Dataset entries:

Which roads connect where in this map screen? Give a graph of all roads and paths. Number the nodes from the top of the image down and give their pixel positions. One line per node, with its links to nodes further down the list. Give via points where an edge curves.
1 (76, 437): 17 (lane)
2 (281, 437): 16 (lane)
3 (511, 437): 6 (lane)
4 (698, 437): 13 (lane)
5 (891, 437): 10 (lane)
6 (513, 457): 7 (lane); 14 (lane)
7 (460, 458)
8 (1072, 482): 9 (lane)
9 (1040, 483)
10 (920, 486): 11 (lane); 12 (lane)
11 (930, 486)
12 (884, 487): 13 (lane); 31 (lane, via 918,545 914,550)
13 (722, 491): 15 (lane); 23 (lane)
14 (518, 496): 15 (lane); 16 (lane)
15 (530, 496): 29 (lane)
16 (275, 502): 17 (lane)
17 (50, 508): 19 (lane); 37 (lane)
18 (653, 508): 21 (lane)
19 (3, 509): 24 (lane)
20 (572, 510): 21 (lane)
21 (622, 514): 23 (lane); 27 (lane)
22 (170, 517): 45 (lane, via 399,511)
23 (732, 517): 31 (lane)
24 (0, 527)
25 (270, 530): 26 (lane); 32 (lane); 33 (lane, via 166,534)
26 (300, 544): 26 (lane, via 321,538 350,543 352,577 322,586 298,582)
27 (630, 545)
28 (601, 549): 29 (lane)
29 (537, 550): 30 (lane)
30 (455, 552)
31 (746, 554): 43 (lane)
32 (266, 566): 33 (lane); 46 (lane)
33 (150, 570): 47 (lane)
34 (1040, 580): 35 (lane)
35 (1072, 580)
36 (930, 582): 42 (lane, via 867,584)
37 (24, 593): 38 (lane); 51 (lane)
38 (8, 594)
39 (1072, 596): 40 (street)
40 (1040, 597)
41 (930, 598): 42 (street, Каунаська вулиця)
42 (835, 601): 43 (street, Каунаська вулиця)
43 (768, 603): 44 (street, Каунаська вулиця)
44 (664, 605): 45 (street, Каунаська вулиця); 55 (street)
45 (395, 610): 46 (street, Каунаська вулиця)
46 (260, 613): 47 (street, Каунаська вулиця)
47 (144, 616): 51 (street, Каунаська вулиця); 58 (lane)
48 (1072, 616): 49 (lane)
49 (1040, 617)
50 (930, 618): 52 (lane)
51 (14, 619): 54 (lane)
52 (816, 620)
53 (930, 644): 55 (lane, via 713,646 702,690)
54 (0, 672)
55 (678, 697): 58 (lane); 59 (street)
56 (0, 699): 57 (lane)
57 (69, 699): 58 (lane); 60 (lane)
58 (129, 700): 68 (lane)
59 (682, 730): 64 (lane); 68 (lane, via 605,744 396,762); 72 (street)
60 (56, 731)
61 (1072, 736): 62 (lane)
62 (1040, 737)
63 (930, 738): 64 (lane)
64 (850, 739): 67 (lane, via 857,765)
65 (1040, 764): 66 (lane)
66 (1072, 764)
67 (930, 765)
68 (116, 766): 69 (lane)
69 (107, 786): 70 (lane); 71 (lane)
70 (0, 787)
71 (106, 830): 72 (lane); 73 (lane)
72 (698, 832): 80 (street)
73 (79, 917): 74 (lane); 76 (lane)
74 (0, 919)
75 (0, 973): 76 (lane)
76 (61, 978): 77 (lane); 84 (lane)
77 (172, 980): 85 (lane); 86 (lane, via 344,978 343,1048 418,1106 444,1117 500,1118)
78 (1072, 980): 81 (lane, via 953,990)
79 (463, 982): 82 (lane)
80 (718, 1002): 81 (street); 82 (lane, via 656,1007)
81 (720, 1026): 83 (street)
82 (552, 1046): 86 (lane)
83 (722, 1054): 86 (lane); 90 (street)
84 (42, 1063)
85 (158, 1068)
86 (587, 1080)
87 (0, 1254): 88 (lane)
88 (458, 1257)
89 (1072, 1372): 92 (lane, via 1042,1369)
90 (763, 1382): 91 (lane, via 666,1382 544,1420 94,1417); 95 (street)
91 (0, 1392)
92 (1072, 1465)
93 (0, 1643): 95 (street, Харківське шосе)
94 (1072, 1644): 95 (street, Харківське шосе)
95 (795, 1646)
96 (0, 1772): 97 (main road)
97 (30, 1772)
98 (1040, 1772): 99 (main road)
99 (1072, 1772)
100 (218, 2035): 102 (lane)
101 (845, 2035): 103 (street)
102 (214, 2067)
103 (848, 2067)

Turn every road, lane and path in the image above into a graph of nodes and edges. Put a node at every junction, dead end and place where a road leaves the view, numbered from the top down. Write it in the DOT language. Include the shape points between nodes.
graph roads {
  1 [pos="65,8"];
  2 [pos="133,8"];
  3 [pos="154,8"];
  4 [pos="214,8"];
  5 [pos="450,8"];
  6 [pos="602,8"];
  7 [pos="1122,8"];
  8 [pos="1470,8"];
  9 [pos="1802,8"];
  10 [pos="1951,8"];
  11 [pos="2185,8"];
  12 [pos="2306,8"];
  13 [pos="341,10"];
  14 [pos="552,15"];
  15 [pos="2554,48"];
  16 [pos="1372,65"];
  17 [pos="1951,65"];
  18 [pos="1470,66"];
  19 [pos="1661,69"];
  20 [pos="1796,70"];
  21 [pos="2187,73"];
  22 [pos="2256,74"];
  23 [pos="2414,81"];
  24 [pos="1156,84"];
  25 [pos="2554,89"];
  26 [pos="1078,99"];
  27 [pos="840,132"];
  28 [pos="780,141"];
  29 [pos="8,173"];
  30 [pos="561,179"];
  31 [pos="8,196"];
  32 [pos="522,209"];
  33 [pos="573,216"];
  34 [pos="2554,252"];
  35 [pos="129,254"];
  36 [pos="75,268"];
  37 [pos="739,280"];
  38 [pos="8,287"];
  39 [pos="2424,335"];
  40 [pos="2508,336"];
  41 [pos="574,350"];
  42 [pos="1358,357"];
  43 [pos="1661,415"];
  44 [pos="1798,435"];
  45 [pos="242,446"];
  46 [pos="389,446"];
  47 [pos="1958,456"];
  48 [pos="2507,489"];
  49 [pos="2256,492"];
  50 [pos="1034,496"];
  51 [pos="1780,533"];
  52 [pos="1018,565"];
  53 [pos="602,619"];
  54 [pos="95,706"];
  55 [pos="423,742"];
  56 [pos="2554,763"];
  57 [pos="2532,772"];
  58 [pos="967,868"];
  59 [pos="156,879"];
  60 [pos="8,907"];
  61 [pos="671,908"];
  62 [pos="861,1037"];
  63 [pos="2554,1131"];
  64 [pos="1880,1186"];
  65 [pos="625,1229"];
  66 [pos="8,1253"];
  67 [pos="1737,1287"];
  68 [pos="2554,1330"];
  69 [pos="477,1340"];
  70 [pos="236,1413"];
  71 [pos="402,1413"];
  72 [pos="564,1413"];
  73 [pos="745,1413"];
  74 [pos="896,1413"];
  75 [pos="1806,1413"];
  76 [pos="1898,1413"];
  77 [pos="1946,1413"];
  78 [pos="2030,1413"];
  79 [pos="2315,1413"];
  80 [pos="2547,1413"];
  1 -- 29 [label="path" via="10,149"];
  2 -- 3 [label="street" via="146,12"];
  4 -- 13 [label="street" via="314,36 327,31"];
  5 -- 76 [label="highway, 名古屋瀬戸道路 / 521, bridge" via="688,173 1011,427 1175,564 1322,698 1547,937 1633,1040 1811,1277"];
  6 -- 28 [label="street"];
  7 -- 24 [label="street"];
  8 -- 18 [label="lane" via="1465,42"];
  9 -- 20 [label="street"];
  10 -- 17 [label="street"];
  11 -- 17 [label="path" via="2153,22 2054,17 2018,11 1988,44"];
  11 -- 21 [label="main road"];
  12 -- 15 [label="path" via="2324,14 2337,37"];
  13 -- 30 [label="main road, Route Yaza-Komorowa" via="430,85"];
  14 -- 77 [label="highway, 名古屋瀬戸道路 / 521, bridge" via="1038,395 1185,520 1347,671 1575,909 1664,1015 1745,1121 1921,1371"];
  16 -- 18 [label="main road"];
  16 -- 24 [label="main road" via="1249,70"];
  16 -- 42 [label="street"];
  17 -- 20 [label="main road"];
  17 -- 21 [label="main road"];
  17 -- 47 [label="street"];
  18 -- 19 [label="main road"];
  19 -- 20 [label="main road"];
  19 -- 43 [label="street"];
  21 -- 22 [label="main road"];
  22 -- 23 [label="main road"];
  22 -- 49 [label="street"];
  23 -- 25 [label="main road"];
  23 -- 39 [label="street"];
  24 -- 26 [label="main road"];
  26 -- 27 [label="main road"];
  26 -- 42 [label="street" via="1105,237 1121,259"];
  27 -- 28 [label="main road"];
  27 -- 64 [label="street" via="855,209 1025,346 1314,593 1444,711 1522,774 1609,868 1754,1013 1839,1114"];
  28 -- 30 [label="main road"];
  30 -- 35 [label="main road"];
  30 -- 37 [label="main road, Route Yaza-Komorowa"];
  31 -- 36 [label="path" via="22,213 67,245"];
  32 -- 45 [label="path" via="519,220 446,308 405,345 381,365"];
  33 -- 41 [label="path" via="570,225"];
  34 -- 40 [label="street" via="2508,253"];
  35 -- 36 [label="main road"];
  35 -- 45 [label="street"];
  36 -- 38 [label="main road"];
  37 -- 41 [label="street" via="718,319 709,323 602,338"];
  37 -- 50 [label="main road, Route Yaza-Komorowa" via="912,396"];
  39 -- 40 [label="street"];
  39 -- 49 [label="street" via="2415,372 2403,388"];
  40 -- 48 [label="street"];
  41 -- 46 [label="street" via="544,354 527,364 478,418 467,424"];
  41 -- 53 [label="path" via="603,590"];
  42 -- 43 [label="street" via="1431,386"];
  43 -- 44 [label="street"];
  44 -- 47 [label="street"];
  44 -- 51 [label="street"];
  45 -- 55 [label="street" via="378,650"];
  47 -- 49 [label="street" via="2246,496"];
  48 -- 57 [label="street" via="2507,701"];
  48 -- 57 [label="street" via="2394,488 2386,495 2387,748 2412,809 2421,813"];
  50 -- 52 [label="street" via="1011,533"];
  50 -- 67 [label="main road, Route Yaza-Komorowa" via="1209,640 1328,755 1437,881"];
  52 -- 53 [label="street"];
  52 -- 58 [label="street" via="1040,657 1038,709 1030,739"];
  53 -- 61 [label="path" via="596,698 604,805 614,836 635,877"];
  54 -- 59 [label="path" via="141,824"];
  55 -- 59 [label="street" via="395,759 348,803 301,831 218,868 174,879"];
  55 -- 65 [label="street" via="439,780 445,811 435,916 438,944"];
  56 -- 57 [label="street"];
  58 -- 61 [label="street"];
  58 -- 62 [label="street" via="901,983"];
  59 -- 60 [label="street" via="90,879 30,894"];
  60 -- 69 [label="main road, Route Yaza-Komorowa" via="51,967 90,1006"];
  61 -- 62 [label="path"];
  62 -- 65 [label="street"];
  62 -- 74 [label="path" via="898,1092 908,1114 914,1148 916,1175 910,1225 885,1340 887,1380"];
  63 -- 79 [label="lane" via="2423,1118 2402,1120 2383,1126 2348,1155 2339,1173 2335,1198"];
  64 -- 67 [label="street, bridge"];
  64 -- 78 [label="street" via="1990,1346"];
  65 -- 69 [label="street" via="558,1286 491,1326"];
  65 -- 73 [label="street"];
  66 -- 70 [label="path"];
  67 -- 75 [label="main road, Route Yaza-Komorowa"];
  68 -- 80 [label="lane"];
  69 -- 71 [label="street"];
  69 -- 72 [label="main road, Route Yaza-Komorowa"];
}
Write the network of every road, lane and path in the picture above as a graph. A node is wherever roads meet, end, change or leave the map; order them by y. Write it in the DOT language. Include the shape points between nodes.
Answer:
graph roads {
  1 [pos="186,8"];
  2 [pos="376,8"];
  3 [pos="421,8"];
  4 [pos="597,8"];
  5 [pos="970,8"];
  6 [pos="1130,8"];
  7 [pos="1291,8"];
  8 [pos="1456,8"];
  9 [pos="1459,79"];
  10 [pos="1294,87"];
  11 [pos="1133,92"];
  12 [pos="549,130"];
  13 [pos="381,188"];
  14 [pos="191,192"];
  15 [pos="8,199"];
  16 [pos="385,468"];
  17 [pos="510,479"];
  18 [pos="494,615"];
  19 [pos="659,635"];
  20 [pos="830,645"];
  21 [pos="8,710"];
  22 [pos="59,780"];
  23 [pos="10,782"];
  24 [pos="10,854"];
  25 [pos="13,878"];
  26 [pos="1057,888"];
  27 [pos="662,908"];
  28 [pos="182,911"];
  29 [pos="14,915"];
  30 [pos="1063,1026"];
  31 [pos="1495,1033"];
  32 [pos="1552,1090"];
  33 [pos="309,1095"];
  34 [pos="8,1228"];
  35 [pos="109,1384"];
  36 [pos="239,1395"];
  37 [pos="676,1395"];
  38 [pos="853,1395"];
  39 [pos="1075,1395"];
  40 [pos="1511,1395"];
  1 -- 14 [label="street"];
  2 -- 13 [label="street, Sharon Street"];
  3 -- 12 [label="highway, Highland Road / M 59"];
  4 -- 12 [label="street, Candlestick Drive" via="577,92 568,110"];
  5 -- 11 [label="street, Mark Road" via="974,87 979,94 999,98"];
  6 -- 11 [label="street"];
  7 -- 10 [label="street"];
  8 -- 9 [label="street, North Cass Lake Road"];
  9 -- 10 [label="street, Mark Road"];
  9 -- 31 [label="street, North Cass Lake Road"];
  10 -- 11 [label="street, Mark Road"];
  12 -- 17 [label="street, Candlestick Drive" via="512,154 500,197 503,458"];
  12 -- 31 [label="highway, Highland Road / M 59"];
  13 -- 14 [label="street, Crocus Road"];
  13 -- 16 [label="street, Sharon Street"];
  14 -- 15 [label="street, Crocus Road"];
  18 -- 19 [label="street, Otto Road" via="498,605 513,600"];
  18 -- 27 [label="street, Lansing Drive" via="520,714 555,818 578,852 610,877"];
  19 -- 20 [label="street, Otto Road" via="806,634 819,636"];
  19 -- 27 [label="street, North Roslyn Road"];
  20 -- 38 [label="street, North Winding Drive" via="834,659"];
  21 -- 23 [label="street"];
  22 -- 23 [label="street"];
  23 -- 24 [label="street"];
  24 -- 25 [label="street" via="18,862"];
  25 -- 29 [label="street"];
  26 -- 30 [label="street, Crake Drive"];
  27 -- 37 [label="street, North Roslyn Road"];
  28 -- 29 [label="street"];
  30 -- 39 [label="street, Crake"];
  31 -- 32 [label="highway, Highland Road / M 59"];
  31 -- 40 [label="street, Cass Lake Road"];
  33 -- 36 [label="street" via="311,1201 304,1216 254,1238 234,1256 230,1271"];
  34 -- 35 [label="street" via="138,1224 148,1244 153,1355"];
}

■ Work task ■
Find how many lines contain "Otto" in the data. Write that number and nothing else.

■ Response area ■
2